§ SOURCE MATERIAL
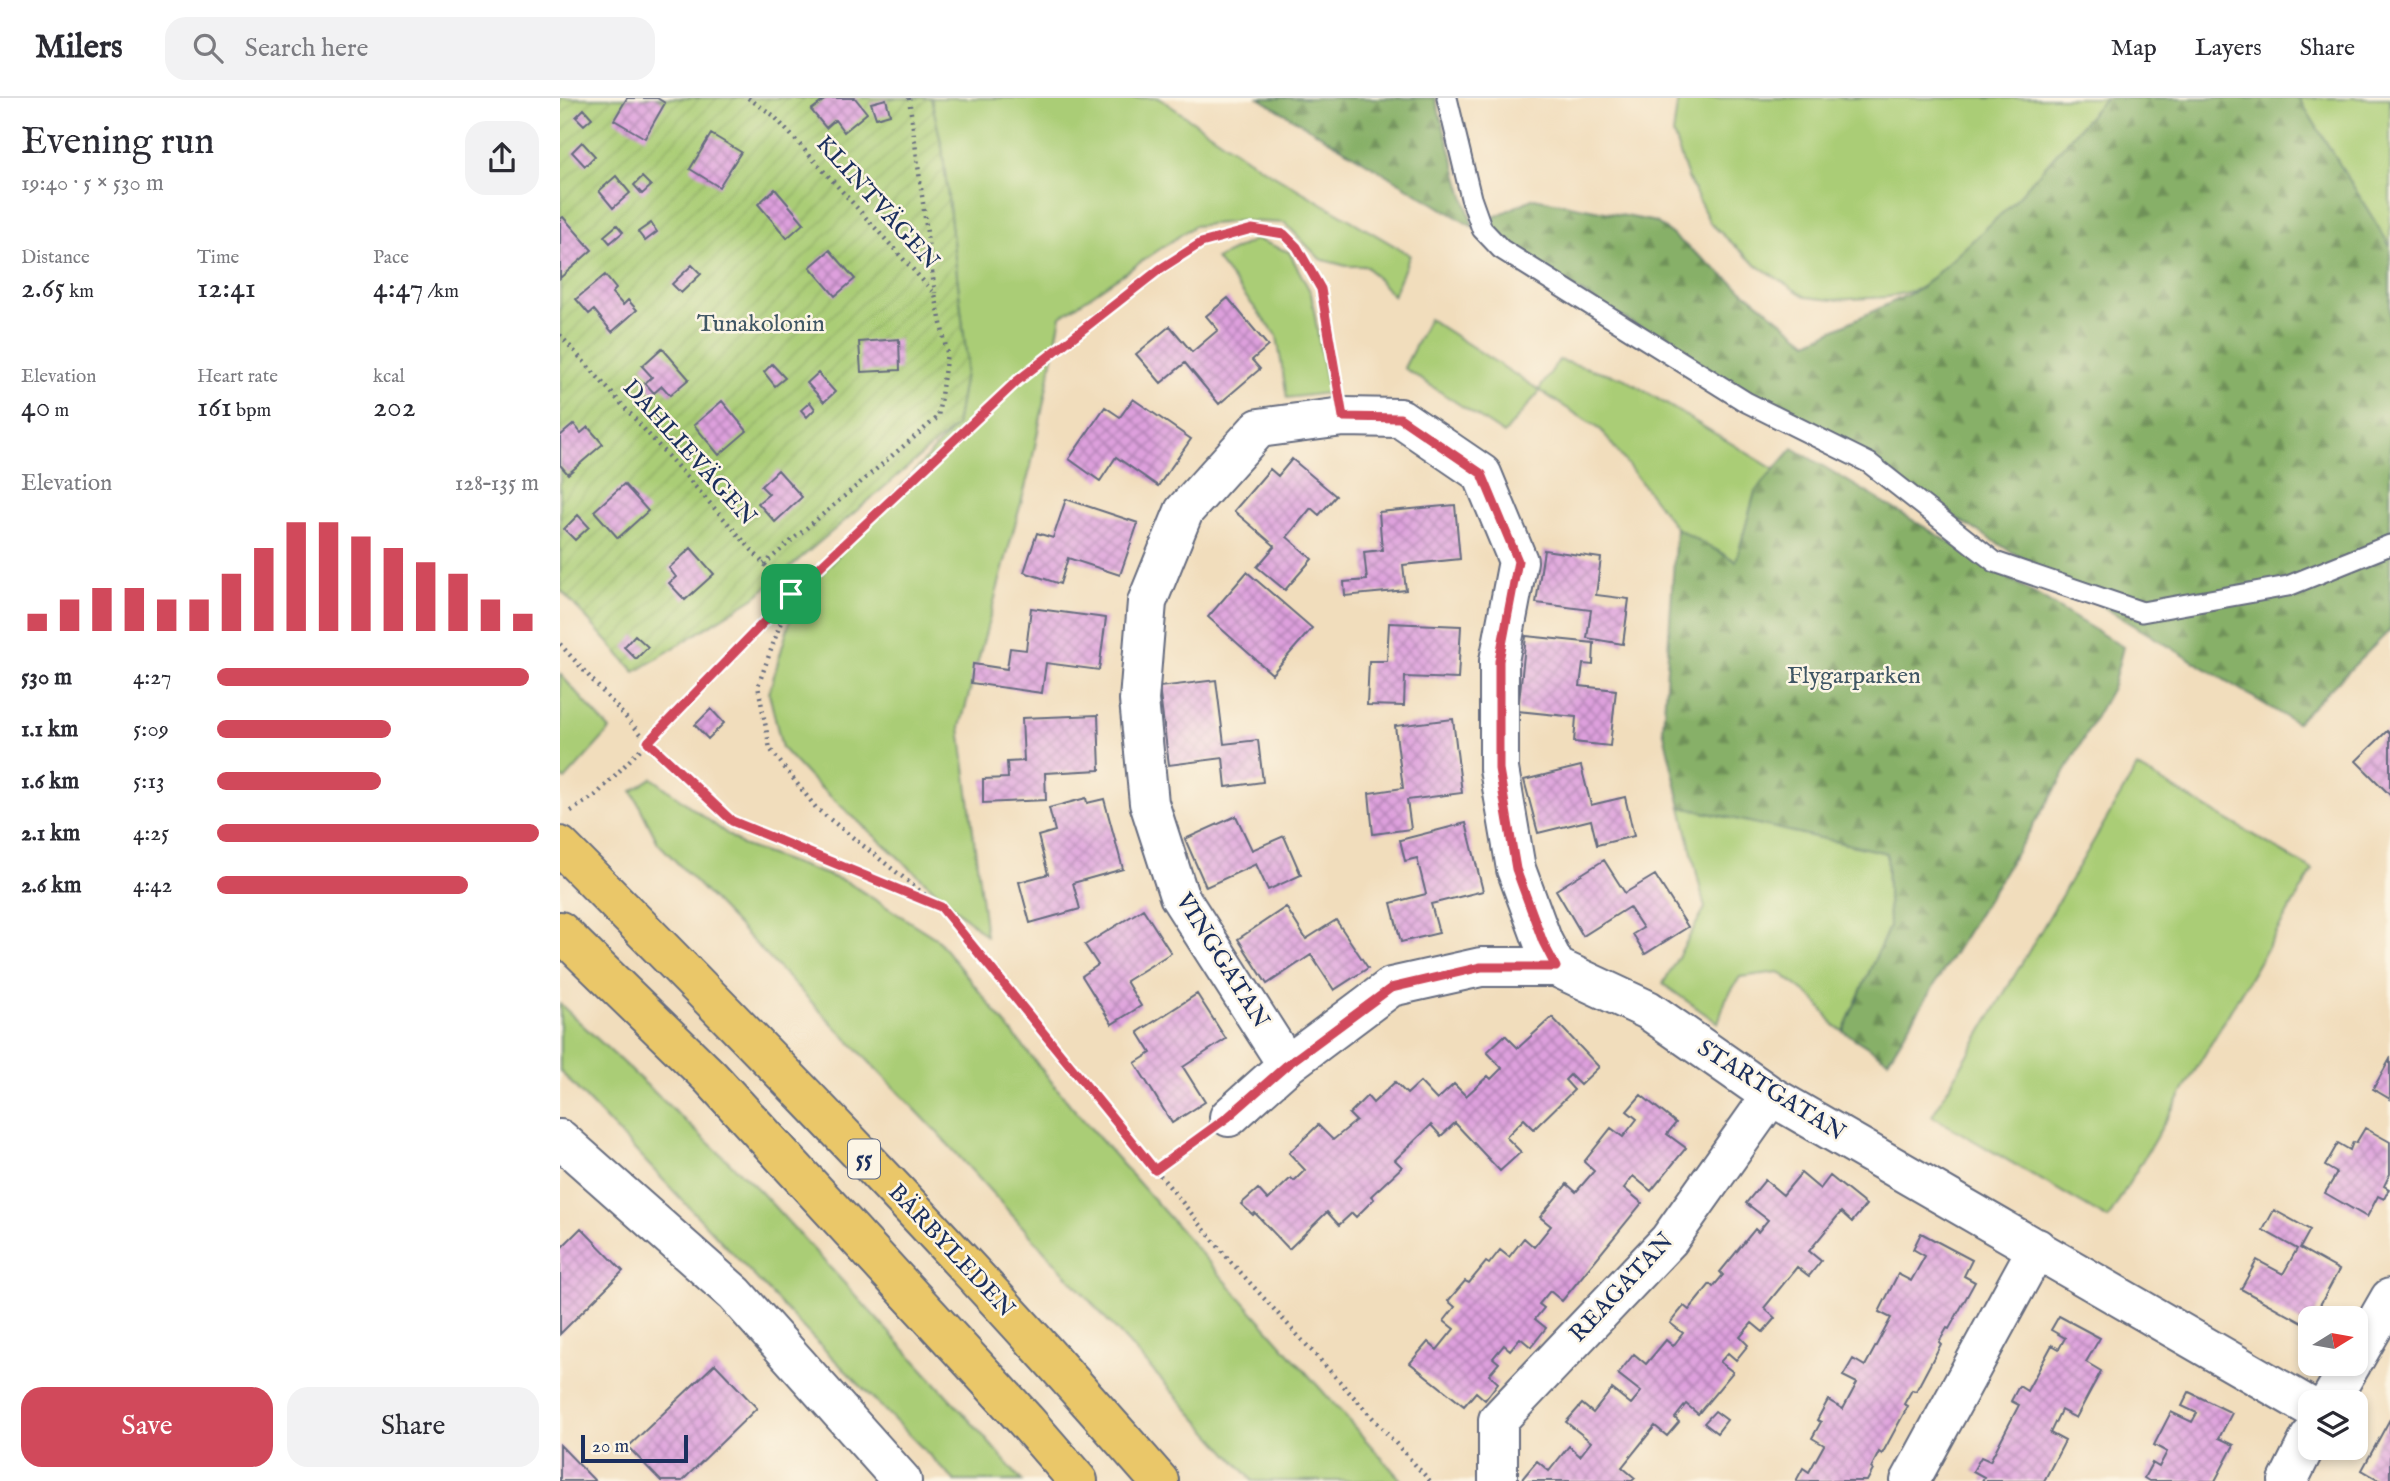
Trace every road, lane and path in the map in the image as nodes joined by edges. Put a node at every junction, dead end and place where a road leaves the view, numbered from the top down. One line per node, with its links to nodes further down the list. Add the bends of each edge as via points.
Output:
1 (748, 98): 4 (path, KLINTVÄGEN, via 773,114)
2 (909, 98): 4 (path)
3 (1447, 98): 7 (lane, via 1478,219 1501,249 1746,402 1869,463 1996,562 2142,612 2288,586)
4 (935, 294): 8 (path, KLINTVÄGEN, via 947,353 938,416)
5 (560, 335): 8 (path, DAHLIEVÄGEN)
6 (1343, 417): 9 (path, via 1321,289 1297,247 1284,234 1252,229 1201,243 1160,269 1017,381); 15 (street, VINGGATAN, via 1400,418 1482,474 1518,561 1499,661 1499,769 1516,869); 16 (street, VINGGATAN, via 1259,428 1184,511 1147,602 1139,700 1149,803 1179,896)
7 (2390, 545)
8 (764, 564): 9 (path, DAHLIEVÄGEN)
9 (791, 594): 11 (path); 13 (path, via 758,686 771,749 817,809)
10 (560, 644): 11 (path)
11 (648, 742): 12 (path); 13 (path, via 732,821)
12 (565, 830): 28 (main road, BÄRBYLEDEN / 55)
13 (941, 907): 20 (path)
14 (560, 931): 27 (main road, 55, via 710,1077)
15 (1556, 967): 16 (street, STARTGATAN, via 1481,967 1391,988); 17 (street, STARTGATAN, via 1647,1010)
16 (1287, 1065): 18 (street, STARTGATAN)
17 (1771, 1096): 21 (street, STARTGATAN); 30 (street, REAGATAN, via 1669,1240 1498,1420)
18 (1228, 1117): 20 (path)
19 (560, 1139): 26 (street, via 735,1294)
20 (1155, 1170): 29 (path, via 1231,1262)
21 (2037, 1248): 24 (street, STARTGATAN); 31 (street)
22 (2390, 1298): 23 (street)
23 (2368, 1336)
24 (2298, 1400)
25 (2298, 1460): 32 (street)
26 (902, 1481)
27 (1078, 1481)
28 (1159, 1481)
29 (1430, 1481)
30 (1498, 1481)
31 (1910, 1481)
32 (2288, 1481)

§ REQUIREMENT
Take each line of the material that contains the word "STARTGATAN" and list it.

§ WRITTEN ANSWER
15 (1556, 967): 16 (street, STARTGATAN, via 1481,967 1391,988); 17 (street, STARTGATAN, via 1647,1010)
16 (1287, 1065): 18 (street, STARTGATAN)
17 (1771, 1096): 21 (street, STARTGATAN); 30 (street, REAGATAN, via 1669,1240 1498,1420)
21 (2037, 1248): 24 (street, STARTGATAN); 31 (street)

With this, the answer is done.